It is easy to read a passage and go right past an important thought without catching the Holy Spirit’s intent. This is a major reason those of us who have been studying for years are still discovering new truths.
It is also the reason I do not mark up my Bible. When your Bible has underlines, highlights and notes, all you see when you return to a passage is the same points you marked the last time, or wrote. It is difficult to see or think anything else.
Such a verse is Heb 12:1-3, “Therefore let us also, seeing we are compassed about with so great a cloud of witnesses, lay aside every weight, and the sin which doth so easily beset us, and let us run with patience the race that is set before us, looking unto Jesus the author and perfecter of [our] faith, who for the joy that was set before him endured the cross, despising shame, and hath sat down at the right hand of the throne of God.” We often jump right to the cross and to our need to look to him for an example without considering his motivation.
“Who for the joy that was set before him, endured the cross, despising shame”
What was “the joy set before him,” Jesus, that made the cross worthwhile? Years ago, I did a Lord’s Supper talk in which I stated the following position.

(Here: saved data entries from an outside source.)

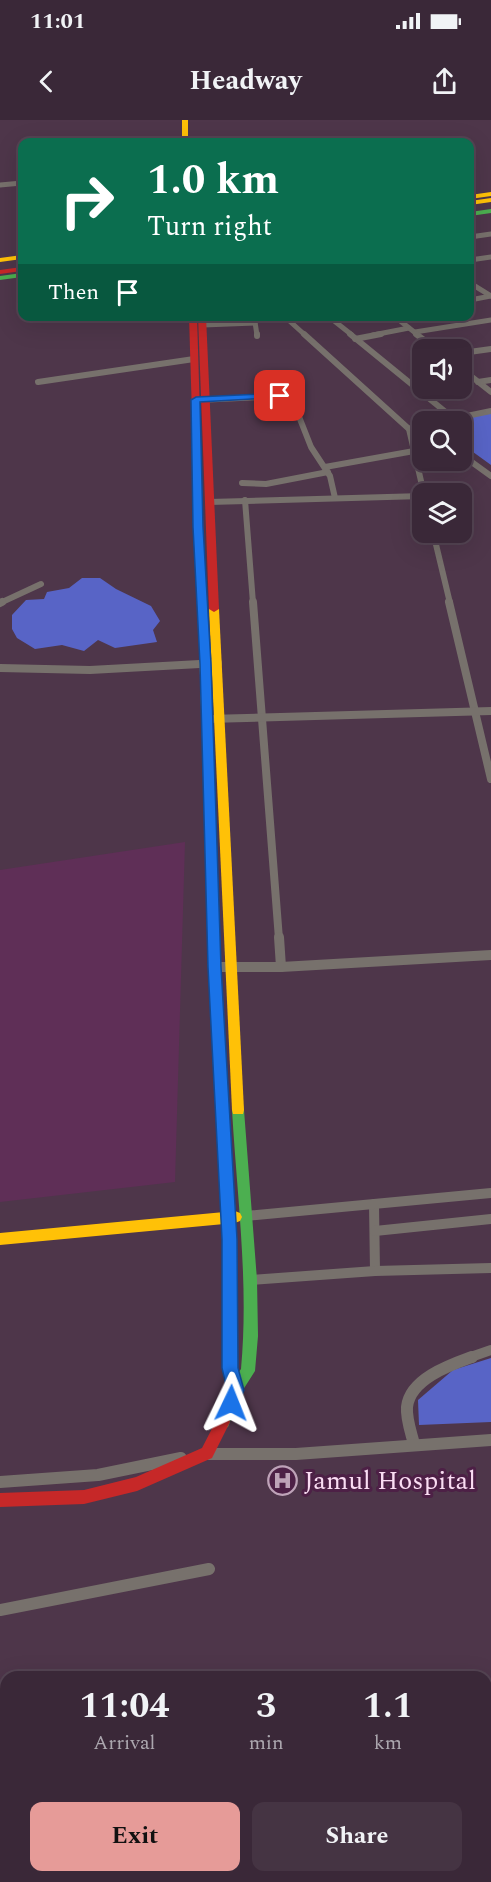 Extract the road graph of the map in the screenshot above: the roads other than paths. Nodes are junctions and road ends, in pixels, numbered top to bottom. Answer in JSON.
{"nodes":[{"id":1,"x":185,"y":120,"type":"edge"},
{"id":2,"x":192,"y":120,"type":"edge"},
{"id":3,"x":186,"y":138,"type":"edge"},
{"id":4,"x":193,"y":138,"type":"edge"},
{"id":5,"x":18,"y":183,"type":"edge"},
{"id":6,"x":0,"y":185,"type":"edge"},
{"id":7,"x":491,"y":194,"type":"edge"},
{"id":8,"x":474,"y":196,"type":"edge"},
{"id":9,"x":491,"y":200,"type":"edge"},
{"id":10,"x":474,"y":202,"type":"edge"},
{"id":11,"x":491,"y":206,"type":"edge"},
{"id":12,"x":474,"y":208,"type":"edge"},
{"id":13,"x":491,"y":212,"type":"edge"},
{"id":14,"x":474,"y":214,"type":"edge"},
{"id":15,"x":491,"y":234,"type":"edge"},
{"id":16,"x":474,"y":236,"type":"edge"},
{"id":17,"x":491,"y":257,"type":"edge"},
{"id":18,"x":18,"y":258,"type":"edge"},
{"id":19,"x":474,"y":259,"type":"edge"},
{"id":20,"x":0,"y":260,"type":"edge"},
{"id":21,"x":18,"y":265,"type":"edge"},
{"id":22,"x":0,"y":267,"type":"edge"},
{"id":23,"x":18,"y":270,"type":"edge"},
{"id":24,"x":0,"y":272,"type":"edge"},
{"id":25,"x":18,"y":276,"type":"edge"},
{"id":26,"x":0,"y":278,"type":"edge"},
{"id":27,"x":474,"y":286,"type":"edge"},
{"id":28,"x":491,"y":296,"type":"edge"},
{"id":29,"x":474,"y":299,"type":"edge"},
{"id":30,"x":491,"y":320,"type":"edge"},
{"id":31,"x":199,"y":321,"type":"edge"},
{"id":32,"x":199,"y":321,"type":"edge"},
{"id":33,"x":255,"y":321,"type":"edge"},
{"id":34,"x":290,"y":321,"type":"edge"},
{"id":35,"x":334,"y":321,"type":"edge"},
{"id":36,"x":400,"y":321,"type":"edge"},
{"id":37,"x":408,"y":328,"type":"junction"},
{"id":38,"x":415,"y":332,"type":"junction"},
{"id":39,"x":257,"y":336,"type":"dead end"},
{"id":40,"x":355,"y":339,"type":"junction"},
{"id":41,"x":424,"y":339,"type":"edge"},
{"id":42,"x":491,"y":349,"type":"edge"},
{"id":43,"x":472,"y":352,"type":"edge"},
{"id":44,"x":194,"y":359,"type":"junction"},
{"id":45,"x":472,"y":377,"type":"edge"},
{"id":46,"x":491,"y":380,"type":"edge"},
{"id":47,"x":38,"y":382,"type":"dead end"},
{"id":48,"x":478,"y":382,"type":"junction"},
{"id":49,"x":491,"y":392,"type":"edge"},
{"id":50,"x":201,"y":399,"type":"junction"},
{"id":51,"x":444,"y":411,"type":"edge"},
{"id":52,"x":491,"y":411,"type":"edge"},
{"id":53,"x":472,"y":414,"type":"edge"},
{"id":54,"x":412,"y":428,"type":"edge"},
{"id":55,"x":409,"y":429,"type":"junction"},
{"id":56,"x":412,"y":442,"type":"edge"},
{"id":57,"x":412,"y":451,"type":"edge"},
{"id":58,"x":472,"y":462,"type":"edge"},
{"id":59,"x":327,"y":470,"type":"junction"},
{"id":60,"x":491,"y":476,"type":"edge"},
{"id":61,"x":242,"y":483,"type":"dead end"},
{"id":62,"x":412,"y":495,"type":"edge"},
{"id":63,"x":335,"y":498,"type":"junction"},
{"id":64,"x":245,"y":500,"type":"junction"},
{"id":65,"x":209,"y":502,"type":"junction"},
{"id":66,"x":436,"y":543,"type":"edge"},
{"id":67,"x":40,"y":584,"type":"dead end"},
{"id":68,"x":0,"y":603,"type":"edge"},
{"id":69,"x":212,"y":663,"type":"junction"},
{"id":70,"x":0,"y":668,"type":"edge"},
{"id":71,"x":491,"y":711,"type":"edge"},
{"id":72,"x":476,"y":712,"type":"junction"},
{"id":73,"x":262,"y":718,"type":"junction"},
{"id":74,"x":207,"y":719,"type":"junction"},
{"id":75,"x":221,"y":719,"type":"junction"},
{"id":76,"x":491,"y":779,"type":"edge"},
{"id":77,"x":491,"y":955,"type":"edge"},
{"id":78,"x":214,"y":967,"type":"junction"},
{"id":79,"x":232,"y":967,"type":"junction"},
{"id":80,"x":281,"y":967,"type":"junction"},
{"id":81,"x":491,"y":1193,"type":"edge"},
{"id":82,"x":374,"y":1204,"type":"junction"},
{"id":83,"x":245,"y":1216,"type":"junction"},
{"id":84,"x":229,"y":1218,"type":"junction"},
{"id":85,"x":491,"y":1219,"type":"edge"},
{"id":86,"x":375,"y":1231,"type":"junction"},
{"id":87,"x":0,"y":1239,"type":"edge"},
{"id":88,"x":491,"y":1268,"type":"edge"},
{"id":89,"x":375,"y":1271,"type":"junction"},
{"id":90,"x":249,"y":1280,"type":"junction"},
{"id":91,"x":491,"y":1350,"type":"edge"},
{"id":92,"x":235,"y":1390,"type":"junction"},
{"id":93,"x":491,"y":1440,"type":"edge"},
{"id":94,"x":414,"y":1444,"type":"junction"},
{"id":95,"x":207,"y":1453,"type":"junction"},
{"id":96,"x":0,"y":1482,"type":"edge"},
{"id":97,"x":0,"y":1500,"type":"edge"},
{"id":98,"x":209,"y":1569,"type":"dead end"},
{"id":99,"x":0,"y":1610,"type":"edge"}],
"edges":[{"from":1,"to":3,"type":"main road"},
{"from":2,"to":4,"type":"main road"},
{"from":5,"to":6,"type":"street"},
{"from":7,"to":8,"type":"main road"},
{"from":9,"to":10,"type":"main road"},
{"from":11,"to":12,"type":"main road"},
{"from":13,"to":14,"type":"main road"},
{"from":15,"to":16,"type":"street"},
{"from":17,"to":19,"type":"street"},
{"from":18,"to":20,"type":"main road"},
{"from":21,"to":22,"type":"main road"},
{"from":23,"to":24,"type":"main road"},
{"from":25,"to":26,"type":"main road"},
{"from":27,"to":28,"type":"street"},
{"from":28,"to":29,"type":"street"},
{"from":30,"to":38,"type":"street"},
{"from":31,"to":44,"type":"main road"},
{"from":32,"to":50,"type":"main road"},
{"from":33,"to":39,"type":"street"},
{"from":34,"to":55,"type":"street"},
{"from":35,"to":40,"type":"street"},
{"from":36,"to":37,"type":"street"},
{"from":37,"to":38,"type":"street"},
{"from":37,"to":40,"type":"street"},
{"from":38,"to":41,"type":"street"},
{"from":40,"to":51,"type":"street"},
{"from":42,"to":43,"type":"street"},
{"from":44,"to":47,"type":"street"},
{"from":44,"to":50,"type":"main road"},
{"from":45,"to":48,"type":"street"},
{"from":46,"to":48,"type":"street"},
{"from":48,"to":49,"type":"street"},
{"from":50,"to":59,"type":"street"},
{"from":50,"to":65,"type":"main road"},
{"from":50,"to":69,"type":"main road"},
{"from":52,"to":53,"type":"street"},
{"from":54,"to":55,"type":"street"},
{"from":55,"to":56,"type":"street"},
{"from":57,"to":59,"type":"street"},
{"from":58,"to":60,"type":"street"},
{"from":59,"to":61,"type":"street"},
{"from":59,"to":63,"type":"street"},
{"from":62,"to":63,"type":"street"},
{"from":63,"to":64,"type":"street"},
{"from":64,"to":65,"type":"street"},
{"from":64,"to":73,"type":"street"},
{"from":65,"to":69,"type":"main road"},
{"from":66,"to":72,"type":"street"},
{"from":67,"to":68,"type":"street"},
{"from":69,"to":70,"type":"street"},
{"from":69,"to":74,"type":"main road"},
{"from":69,"to":75,"type":"main road"},
{"from":71,"to":72,"type":"street"},
{"from":72,"to":73,"type":"street"},
{"from":72,"to":76,"type":"street"},
{"from":73,"to":75,"type":"street"},
{"from":73,"to":80,"type":"street"},
{"from":74,"to":75,"type":"street"},
{"from":74,"to":78,"type":"main road"},
{"from":75,"to":79,"type":"main road"},
{"from":77,"to":80,"type":"street"},
{"from":78,"to":79,"type":"street"},
{"from":78,"to":84,"type":"main road"},
{"from":79,"to":80,"type":"street"},
{"from":79,"to":83,"type":"main road"},
{"from":81,"to":82,"type":"street"},
{"from":82,"to":83,"type":"street"},
{"from":82,"to":86,"type":"street"},
{"from":83,"to":84,"type":"main road"},
{"from":83,"to":90,"type":"main road"},
{"from":84,"to":87,"type":"main road"},
{"from":84,"to":92,"type":"main road"},
{"from":85,"to":86,"type":"street"},
{"from":86,"to":89,"type":"street"},
{"from":88,"to":89,"type":"street"},
{"from":89,"to":90,"type":"street"},
{"from":90,"to":92,"type":"main road"},
{"from":91,"to":94,"type":"street"},
{"from":92,"to":95,"type":"main road"},
{"from":93,"to":94,"type":"street"},
{"from":94,"to":95,"type":"street"},
{"from":95,"to":96,"type":"street"},
{"from":95,"to":97,"type":"main road"},
{"from":98,"to":99,"type":"street"}]}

First, it cannot be Heaven, or returning to the Father. He had those before he came. If that were his goal, he need not have become incarnate in the first place. Or, as late as the betrayal night, he said that he could ask the Father and receive deliverance by legions of angels. No, the cross was not necessary for returning to the Father, neither was any form of death.
So what one thing did the cross gain? He endured the cross for us. We are the “Joy set before him”; the goal that kept him nailed there instead of crying out for the angels of deliverance. Considering him doing so is our motivation for perseverance, per vs 3. We see this more easily if we think about it in abstract terms--he endured for the church, his bride, his body. Otherwise, we must face things inside us that we hope no one else ever finds out, not even our spouses. We know that it is a joke to think that we personally could ever be a joy to the Lord sufficient for such a sacrifice.
But it is true, that is the Holy Spirit’s meaning. You, with all the warts, blemishes and faults that you have not overcome with grace yet (because you have not applied yourself to grace with sufficient devotion), YOU are so great a joy to Jesus that he died that shameful death willingly and with the joy of anticipation of having you for his friend. He is not ashamed to call you “family” (Heb 2:11).
If that is true for you, then I can hope that it is for me too, though, having known better for so long and having not gotten any better than this keeps me doubting.
Let us then “not wax weary fainting in [our] souls”.